Crick had allowed his judgment to be swayed by factors that neither men would have thought particularly important. Not only were Orwell and Powell a mere two years apart in age, they had also attended the same school and had many of the same friends. Each, too, had been born into a family with a long tradition of military and imperial service. On half-a-dozen levels – social, intellectual and temperamental – there was far more to bring them together than drive them apart.

The same point, as Thomas E Ricks insists in Churchill & Orwell: The Fight for Freedom – an entertaining but somewhat erratic study – can be made of Orwell (1903-1950) and Winston Churchill (1874-1965). They may have been separated by a 29-year age gap; one may have been the left-­leaning author of possibly the greatest dystopian novel in the English language and the other a diehard romantic imperialist, goaded on by a well-nigh mythical view of British history. But beyond that lay consanguinity, mutual respect and an impressive armoury of shared ideals.

Both had been to one of England’s leading public schools (as a Harrovian, Churchill would have been reassured by Orwell’s near-obsessional interest in the annual Eton-Harrow cricket match). Both were, to a certain degree, maverick outsiders – Orwell throwing over his respectable job in the Burma police for the literary life; Churchill, for all his status as a duke’s grandson, roaming from one political party to another and never quite being trusted by establishment grandees.

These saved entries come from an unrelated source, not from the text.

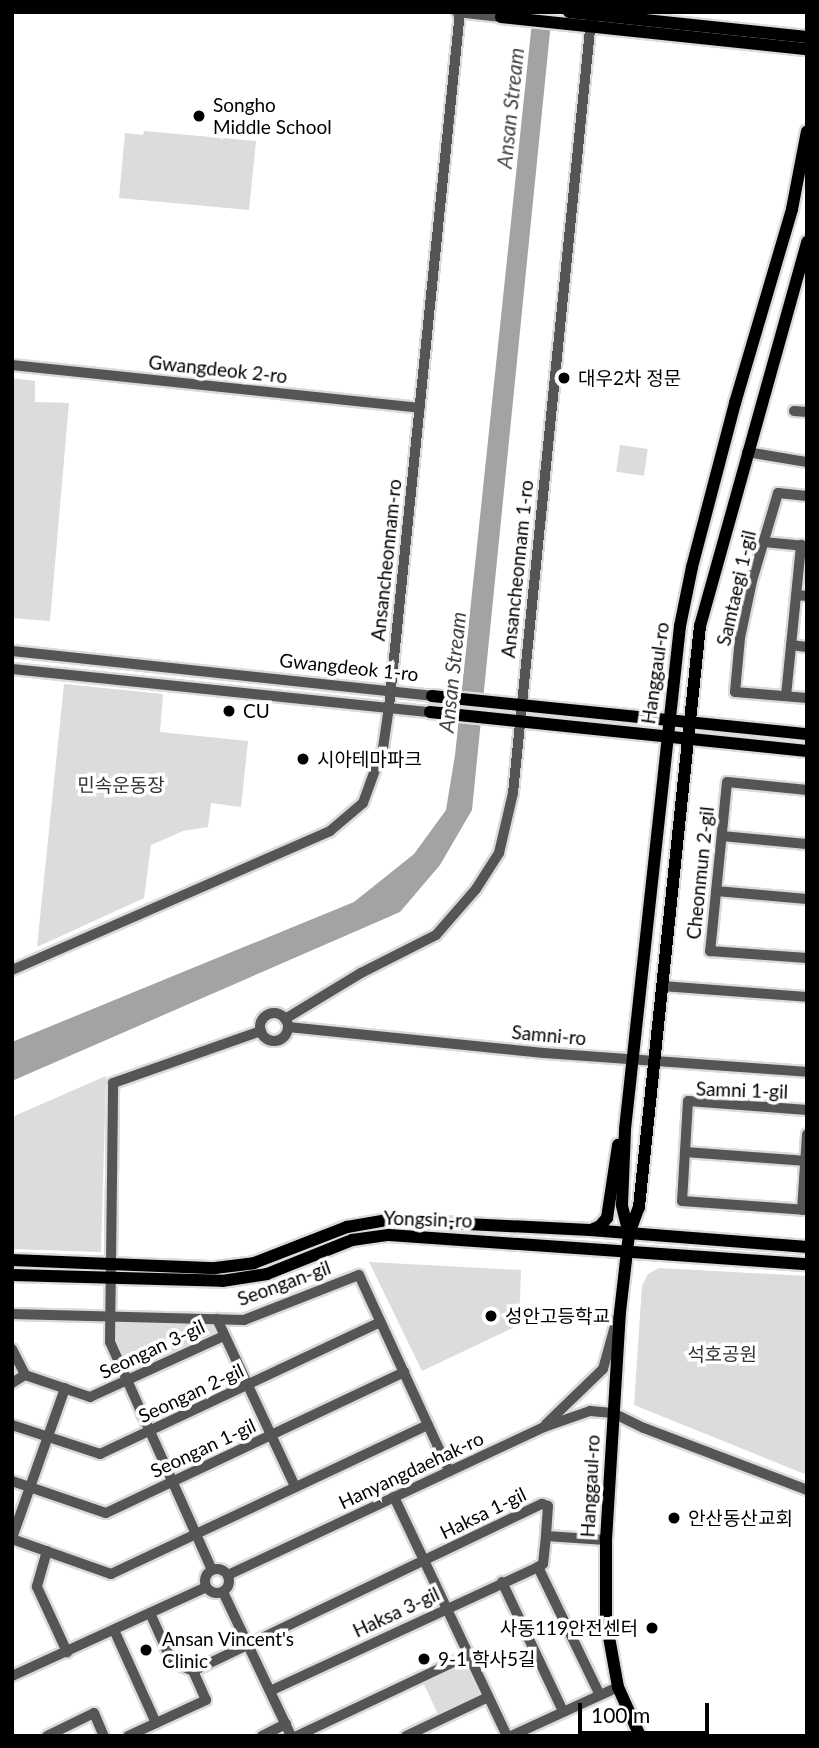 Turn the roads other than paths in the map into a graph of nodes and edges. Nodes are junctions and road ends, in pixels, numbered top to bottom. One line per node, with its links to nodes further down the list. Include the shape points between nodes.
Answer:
1 (459, 12): 2 (street); 9 (street, Ansancheonnam-ro)
2 (501, 17): 3 (main road)
3 (584, 18): 4 (main road); 5 (main road); 26 (street, Ansancheonnam 1-ro)
4 (807, 37)
5 (807, 49)
6 (807, 131): 29 (main road, Hanggaul-ro, via 792,209 692,567)
7 (807, 242): 12 (main road, Hanggaul-ro)
8 (12, 365): 9 (street, Gwangdeok 2-ro)
9 (420, 408): 22 (street, Ansancheonnam-ro)
10 (794, 411): 11 (street)
11 (807, 412)
12 (747, 453): 13 (street); 31 (main road, Hanggaul-ro, via 700,626)
13 (807, 462)
14 (807, 496): 15 (street, Samtaegi 1-gil, via 778,493)
15 (764, 542): 16 (street); 24 (street, Samtaegi 1-gil, via 740,638 735,692)
16 (804, 545): 17 (street)
17 (801, 596): 18 (street)
18 (791, 645): 19 (street); 24 (street)
19 (807, 647)
20 (12, 651): 22 (street, Gwangdeok 1-ro)
21 (12, 669): 27 (street, Gwangdeok 1-ro)
22 (390, 690): 23 (street, Gwangdeok 1-ro); 27 (street, Ansancheonnam-ro)
23 (432, 695): 26 (main road, Gwangdeok 1-ro)
24 (786, 696): 25 (street, Samtaegi 1-gil)
25 (807, 698)
26 (516, 704): 29 (main road, Gwangdeok 1-ro); 30 (street, Ansancheonnam 1-ro)
27 (388, 707): 28 (street, Gwangdeok 1-ro); 42 (street, Ansancheonnam-ro, via 383,748 363,803 330,831)
28 (430, 712): 30 (main road, Gwangdeok 1-ro)
29 (669, 719): 31 (main road, Gwangdeok 1-ro); 33 (main road, Hanggaul-ro)
30 (514, 720): 33 (main road, Gwangdeok 1-ro); 45 (street, Ansancheonnam 1-ro, via 513,793 499,853 476,889 436,935 361,972)
31 (688, 721): 32 (main road, Gwangdeok 1-ro); 34 (main road, Hanggaul-ro)
32 (807, 734)
33 (666, 735): 34 (main road, Gwangdeok 1-ro); 47 (main road, Hanggaul-ro)
34 (686, 738): 35 (main road, Gwangdeok 1-ro); 43 (main road, Hanggaul-ro)
35 (807, 751)
36 (807, 790): 37 (street, Cheonmun 2-gil, via 727,782)
37 (722, 836): 38 (street); 39 (street, Cheonmun 2-gil)
38 (807, 844)
39 (716, 891): 40 (street); 41 (street, Cheonmun 2-gil, via 710,951)
40 (807, 899)
41 (807, 958)
42 (12, 970)
43 (663, 986): 44 (street); 48 (main road, Hanggaul-ro)
44 (807, 998)
45 (287, 1023): 46 (street, via 275,1013 261,1022); 46 (street, via 285,1036 277,1041); 47 (street, Samni-ro)
46 (261, 1031): 61 (street, via 113,1083)
47 (633, 1058): 48 (street, Samni-ro); 51 (main road, Hanggaul-ro)
48 (654, 1061): 49 (street, Samni-ro); 57 (main road, Hanggaul-ro, via 639,1207)
49 (807, 1072)
50 (807, 1110): 53 (street, Samni 1-gil, via 688,1101)
51 (625, 1129): 56 (main road, via 616,1155 607,1218); 57 (main road, Hanggaul-ro, via 622,1205)
52 (807, 1134): 54 (street)
53 (685, 1152): 54 (street); 55 (street, Samni 1-gil, via 682,1201)
54 (806, 1161): 55 (street)
55 (804, 1210)
56 (590, 1230): 57 (main road); 61 (main road, via 386,1220 347,1227 254,1263 215,1268)
57 (629, 1234): 58 (main road); 59 (main road, Hanggaul-ro)
58 (807, 1247)
59 (628, 1250): 62 (main road, Yongsin-ro); 64 (main road, Yongsin-ro, via 389,1235 352,1240 267,1274 222,1281); 65 (main road, Hanggaul-ro)
60 (12, 1260): 61 (main road)
61 (111, 1264): 64 (street)
62 (807, 1264)
63 (12, 1275): 64 (main road, Yongsin-ro)
64 (110, 1279): 67 (street)
65 (620, 1312): 78 (main road, Hanggaul-ro); 81 (street, via 603,1368)
66 (12, 1314): 67 (street, Seongan-gil)
67 (109, 1317): 68 (street, Seongan-gil); 74 (street, via 110,1342)
68 (217, 1319): 69 (street, Seongan-gil, via 244,1320 359,1275); 70 (street, Seongan 3-gil)
69 (380, 1322): 72 (street, Seongan-gil); 76 (street, Seongan 2-gil)
70 (224, 1336): 74 (street, Seongan 3-gil); 76 (street)
71 (12, 1349): 73 (street)
72 (404, 1372): 80 (street, Seongan-gil); 83 (street, Seongan 1-gil)
73 (25, 1375): 75 (street); 77 (street, Seongan 3-gil)
74 (126, 1381): 77 (street, Seongan 3-gil, via 90,1396); 82 (street)
75 (12, 1383)
76 (247, 1385): 82 (street, Seongan 2-gil); 83 (street)
77 (65, 1388): 84 (street)
78 (613, 1413): 81 (street, Hanyangdaehak-ro, via 590,1411); 90 (street); 95 (main road, Hanggaul-ro)
79 (12, 1424): 84 (street, Seongan 2-gil)
80 (428, 1425): 85 (street, Seongan-gil); 88 (street)
81 (544, 1427): 85 (street, Hanyangdaehak-ro)
82 (148, 1432): 84 (street, Seongan 2-gil, via 100,1454); 87 (street)
83 (271, 1435): 87 (street, Seongan 1-gil); 88 (street)
84 (48, 1438): 89 (street)
85 (449, 1471): 91 (street, Hanyangdaehak-ro)
86 (12, 1481): 89 (street, Seongan 1-gil)
87 (171, 1483): 89 (street, Seongan 1-gil, via 106,1513); 92 (street)
88 (295, 1486): 92 (street)
89 (30, 1488): 94 (street)
90 (807, 1490)
91 (394, 1497): 97 (street); 100 (street, Hanyangdaehak-ro)
92 (195, 1534): 96 (street, via 111,1574); 99 (street)
93 (546, 1536): 95 (street); 97 (street, Haksa 1-gil, via 548,1506 542,1504); 98 (street, Haksa 1-gil)
94 (12, 1539): 96 (street)
95 (606, 1540): 112 (main road, Hanggaul-ro, via 606,1620)
96 (47, 1551): 108 (street, via 37,1587)
97 (423, 1561): 104 (street); 107 (street, Haksa 1-gil)
98 (538, 1567): 101 (street, Haksa 3-gil); 114 (street)
99 (212, 1570): 100 (street, via 222,1570); 102 (street, via 205,1579)
100 (228, 1576): 103 (street)
101 (502, 1582): 104 (street, Haksa 3-gil); 116 (street)
102 (206, 1587): 103 (street); 105 (street)
103 (223, 1592): 107 (street)
104 (445, 1608): 109 (street); 113 (street, Haksa 3-gil)
105 (150, 1614): 106 (street); 110 (street, via 172,1662)
106 (114, 1630): 108 (street); 117 (street)
107 (247, 1644): 110 (street, Haksa 1-gil); 113 (street)
108 (66, 1652): 111 (street)
109 (468, 1655): 115 (street); 126 (street)
110 (193, 1671): 117 (street, via 206,1700)
111 (12, 1676)
112 (618, 1687): 114 (street); 120 (main road, Hanggaul-ro)
113 (270, 1691): 118 (street)
114 (600, 1695): 116 (street)
115 (488, 1697): 127 (street); 128 (street)
116 (563, 1712): 128 (street)
117 (156, 1723): 119 (street)
118 (286, 1724): 124 (street); 125 (street)
119 (145, 1732): 123 (street)
120 (638, 1732): 129 (main road)
121 (47, 1736): 122 (street, via 94,1713)
122 (104, 1736)
123 (128, 1736)
124 (262, 1736)
125 (291, 1736)
126 (297, 1736)
127 (406, 1736)
128 (509, 1736)
129 (650, 1736)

Each, too, was driven by a psychological motor that can seem simply baffling. Orwell, as he more than once confessed, regarded most of his early career as a failure. In the same way, Churchill spent much of the 1930s, when most British politicians were falling over themselves not to offend a belli­gerent Nazi Germany, in the political wilderness, written off as a has-been by many of his parliamentary colleagues and, as Ricks reminds us, seriously annoying his constituency association.

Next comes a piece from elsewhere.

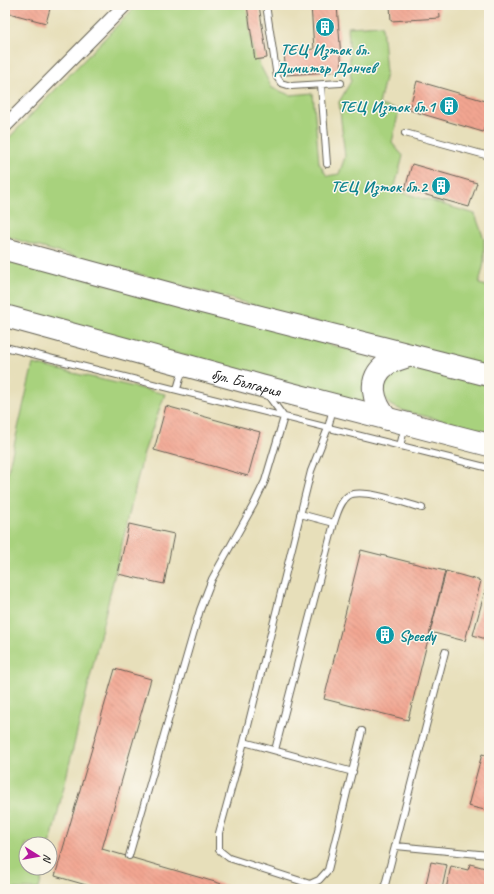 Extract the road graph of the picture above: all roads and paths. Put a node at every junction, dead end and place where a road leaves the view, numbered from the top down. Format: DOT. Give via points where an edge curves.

Success came late. Nineteen Eighty-Four, the book that made Orwell's name, hung fire until June 1949, by which time its tubercular author was already on his deathbed. The first trickle of royalties, later to grow into an unstoppable torrent, was, he told a friend, "fairy gold". Churchill's greatest years as a wartime prime minister – 1940 to 1945 – had to wait until his late 60s. Both men, it transpires, were tortoises rather than hares, a cheering example of saving the best for last.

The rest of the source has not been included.